Karen Black made up to look old.

The second segment deals with another matronly-looking character, and it’s at this point we’re starting to realise Karen Black is the only actor in this movie. She’s in every segment. No-one’s complaining because she is a champ and we could watch her all day, but this old-person makeup is a bit ropey. Just painting her lips white makes her look like the grandmother from Valerie and Her Week of Wonders:

The grandmother from 'Valerie and Her Week of Wonders'.

Or that wonderful lady from Troll 2:

The wild-eyed woman from 'Troll 2'.
“Shut up and drink your broth!”

Separated at birth, right?

A trampy woman trying to seduce a man in a suit.
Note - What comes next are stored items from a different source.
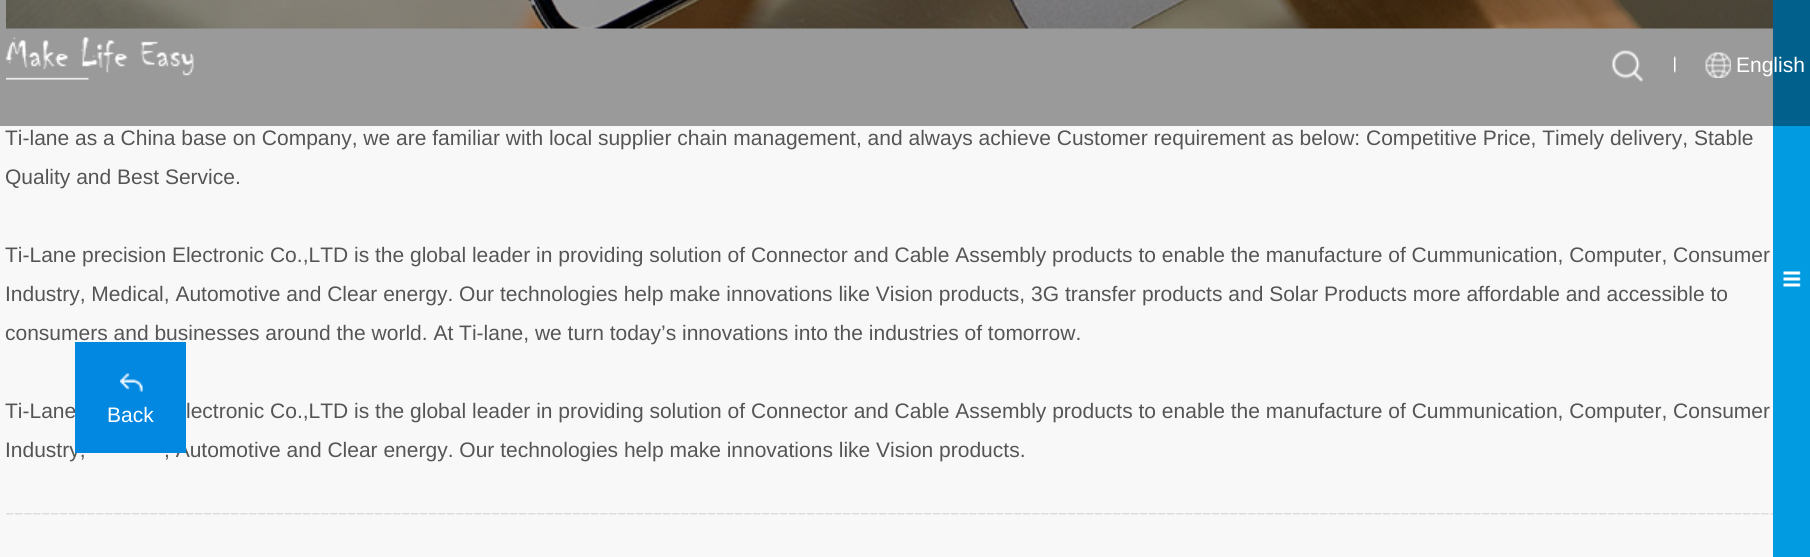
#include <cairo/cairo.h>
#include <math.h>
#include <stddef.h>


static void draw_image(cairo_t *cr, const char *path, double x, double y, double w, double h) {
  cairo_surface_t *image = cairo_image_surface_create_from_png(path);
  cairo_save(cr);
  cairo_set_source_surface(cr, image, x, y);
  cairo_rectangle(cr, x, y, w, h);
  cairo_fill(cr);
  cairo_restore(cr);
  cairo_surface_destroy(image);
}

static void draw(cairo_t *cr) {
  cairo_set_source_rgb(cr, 248 / 255.0, 248 / 255.0, 248 / 255.0);
  cairo_paint(cr);
  cairo_set_source_rgb(cr, 154 / 255.0, 154 / 255.0, 154 / 255.0);
  cairo_rectangle(cr, 0, 0, 1773, 126);
  cairo_fill(cr);
  cairo_set_source_rgb(cr, 1 / 255.0, 155 / 255.0, 225 / 255.0);
  cairo_rectangle(cr, 1773, 126, 37, 431);
  cairo_fill(cr);
  cairo_set_source_rgb(cr, 1 / 255.0, 96 / 255.0, 140 / 255.0);
  cairo_rectangle(cr, 1773, 0, 37, 126);
  cairo_fill(cr);
  draw_image(cr, "images/1.png", 1783, 271, 18, 16);
  draw_image(cr, "images/2.png", 6, 37, 188, 43);
  draw_image(cr, "images/3.png", 1612, 50, 31, 32);
  draw_image(cr, "images/4.png", 1674, 56, 2, 17);
  draw_image(cr, "images/5.png", 1705, 52, 26, 26);
  draw_image(cr, "images/6.png", 6, 513, 1767, 2);
  draw_image(cr, "images/7.png", 6, 0, 1767, 29);
  cairo_select_font_face(cr, "Liberation Sans", CAIRO_FONT_SLANT_NORMAL, CAIRO_FONT_WEIGHT_NORMAL);
  cairo_set_font_size(cr, 21);
  cairo_set_source_rgb(cr, 1, 1, 1);
  cairo_move_to(cr, 1736, 72);
  cairo_show_text(cr, "English");
  cairo_set_source_rgb(cr, 85 / 255.0, 85 / 255.0, 85 / 255.0);
  cairo_move_to(cr, 5, 145);
  cairo_show_text(cr, "Ti-lane as a China base on Company, we are familiar with local supplier chain management, and always achieve Customer requirement as below: Competitive Price, Timely delivery, Stable");
  cairo_move_to(cr, 5, 184);
  cairo_show_text(cr, "Quality and Best Service.");
  cairo_move_to(cr, 5, 262);
  cairo_show_text(cr, "Ti-Lane precision Electronic Co.,LTD is the global leader in providing solution of Connector and Cable Assembly products to enable the manufacture of Cummunication, Computer, Consumer");
  cairo_move_to(cr, 5, 301);
  cairo_show_text(cr, "Industry, Medical, Automotive and Clear energy. Our technologies help make innovations like Vision products, 3G transfer products and Solar Products more affordable and accessible to");
  cairo_move_to(cr, 5, 340);
  cairo_show_text(cr, "consumers and businesses around the world. At Ti-lane, we turn today’s innovations into the industries of tomorrow.");
  cairo_move_to(cr, 5, 418);
  cairo_show_text(cr, "Ti-Lane");
  cairo_move_to(cr, 186, 418);
  cairo_show_text(cr, "lectronic Co.,LTD is the global leader in providing solution of Connector and Cable Assembly products to enable the manufacture of Cummunication, Computer, Consumer");
  cairo_move_to(cr, 5, 457);
  cairo_show_text(cr, "Industry,");
  cairo_move_to(cr, 164, 457);
  cairo_show_text(cr, ", Automotive and Clear energy. Our technologies help make innovations like Vision products.");
  cairo_set_source_rgb(cr, 2 / 255.0, 136 / 255.0, 225 / 255.0);
  cairo_rectangle(cr, 75, 342, 111, 111);
  cairo_fill(cr);
  draw_image(cr, "images/8.png", 120, 373, 23, 19);
  cairo_set_source_rgb(cr, 1, 1, 1);
  cairo_move_to(cr, 107, 422);
  cairo_show_text(cr, "Back");
}

int main(void) {
  cairo_surface_t *surface = cairo_image_surface_create(CAIRO_FORMAT_RGB24, 1810, 557);
  cairo_t *cr = cairo_create(surface);
  cairo_font_options_t *options = cairo_font_options_create();
  cairo_font_options_set_hint_metrics(options, CAIRO_HINT_METRICS_OFF);
  cairo_font_options_set_hint_style(options, CAIRO_HINT_STYLE_NONE);
  cairo_set_font_options(cr, options);
  cairo_set_miter_limit(cr, 4);
  draw(cr);
  cairo_surface_write_to_png(surface, "out.png");
  cairo_font_options_destroy(options);
  cairo_destroy(cr);
  cairo_surface_destroy(surface);
  return 0;
}
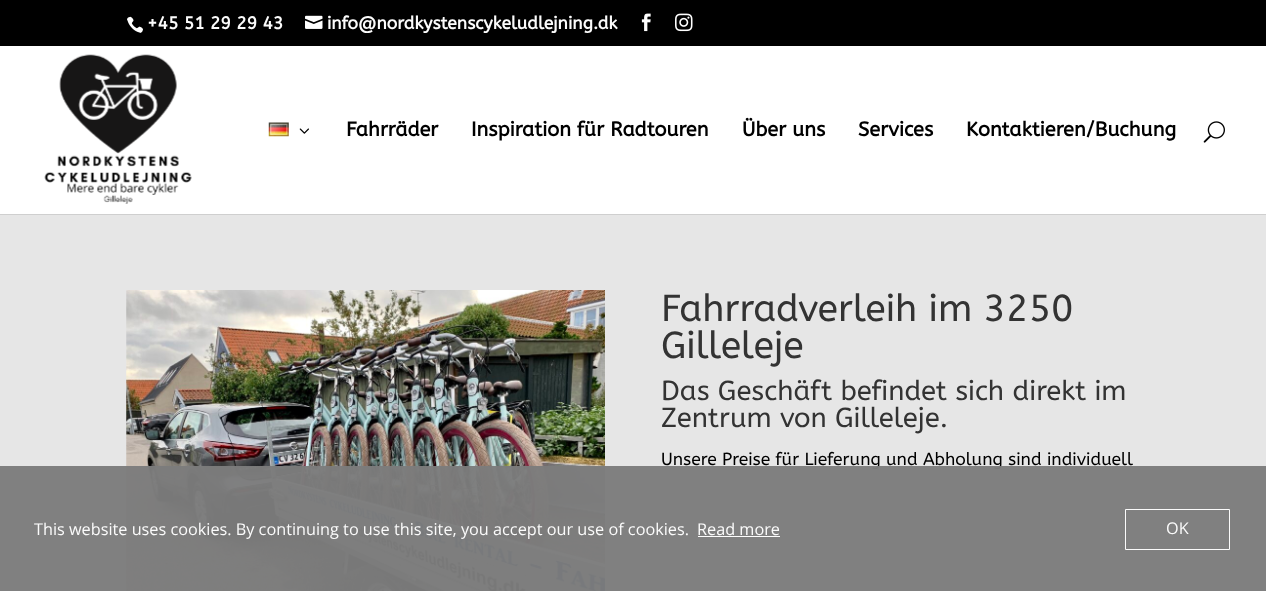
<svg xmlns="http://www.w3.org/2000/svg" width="1266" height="591">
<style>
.a{font:bold 17.5px ABeeZee;fill:#fbfbfb}
.b{font:bold 20px ABeeZee;fill:#000}
.c{font:37.5px ABeeZee;fill:#333}
.d{font:27.5px ABeeZee;fill:#333}
.e{font:17.5px ABeeZee;fill:#000}
.f{font:16.25px Open Sans;fill:#fbfbfb}
</style>
<rect width="100%" height="100%" fill="#fff"/>
<path fill="#000" d="M0 0h1266v46H0z"/>
<image href="1.png" x="127" y="16" width="16" height="17"/>
<image href="2.png" x="305" y="15" width="18" height="14"/>
<image href="3.png" x="641" y="13" width="10" height="19"/>
<image href="4.png" x="675" y="13" width="18" height="19"/>
<path fill="#cfcfcf" d="M0 214h1266v1H0z"/>
<image href="5.png" x="44" y="54" width="148" height="150"/>
<image href="6.png" x="268" y="122" width="21" height="15"/>
<image href="7.png" x="299" y="128" width="10" height="6"/>
<image href="8.png" x="1203" y="121" width="22" height="22"/>
<path fill="#e6e6e6" d="M0 215h1266v376H0z"/>
<image href="9.png" x="126" y="290" width="479" height="301"/>
<text class="a" x="147" y="29">+45 51 29 29 43</text>
<text class="a" x="327" y="29">info@nordkystenscykeludlejning.dk</text>
<text class="b" x="346" y="136">Fahrräder</text>
<text class="b" x="471" y="136">Inspiration für Radtouren</text>
<text class="b" x="742" y="136">Über uns</text>
<text class="b" x="858" y="136">Services</text>
<text class="b" x="966" y="136">Kontaktieren/Buchung</text>
<text class="c" x="661" y="321">Fahrradverleih im 3250</text>
<text class="c" x="661" y="358">Gilleleje</text>
<text class="d" x="661" y="400">Das Geschäft befindet sich direkt im</text>
<text class="d" x="661" y="427">Zentrum von Gilleleje.</text>
<text class="e" x="661" y="465">Unsere Preise für Lieferung und Abholung sind individuell</text>
<path fill="#7c7c7cf7" d="M0 466h1266v125H0z"/>
<text class="f" x="34" y="535">This website uses cookies. By continuing to use this site, you accept our use of cookies.</text>
<text class="f" x="697" y="535">Read more</text>
<path fill="#fefefe" d="M698 536h82v1H698z"/>
<path fill="none" stroke="#fffffff7" d="M1125.5 509.5h104v40H1125.5z"/>
<text class="f" x="1166" y="534">OK</text>
</svg>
Anyhow, the old lady has a trampy sister who tries to sleep with everyone within dick-sucking range. I’m going to complain about straight men again because the trampy-looking getup just looks ghastly to me. Why is all that lipstick such a turn-on for some people? It’s all chemicals. It’d be like kissing a candle.

It didn’t take us long to rumble the twist in this segment and, honestly, you can probably guess it already. I’ll leave it up to your imagination.

A wooden doll supposedly depicting an African warrior.

If this film is known for anything, it’s the final segment which features this… erm… thing. I’m not sure how to describe it other than racist, but in the movie it’s a fetish doll depicting an African warrior. In a Mannequin-like twist when the doll’s gold chain falls off it comes to life, leading to a solid half-hour of this thing running around trying to stab Karen Black. She manages to toss the thing into the oven where it shrieks and dances like a snag on a barbecue, but I think we all know you can’t dispense of evil spirits in a Smeg appliance.

The Skinny

A woman with sharpened teeth.

“You’ve drugged me.”

“No, dear. I’ve killed you.”

While Karen Black is a great actor and really carries this movie, there’s not much else to recommend it. It’s not camp enough to be fun and it’s not clever enough to be genuinely engaging. I can’t say it’s not up our alley — seventies anthology horror flicks are always good movie night fodder. There are just way better options than this one.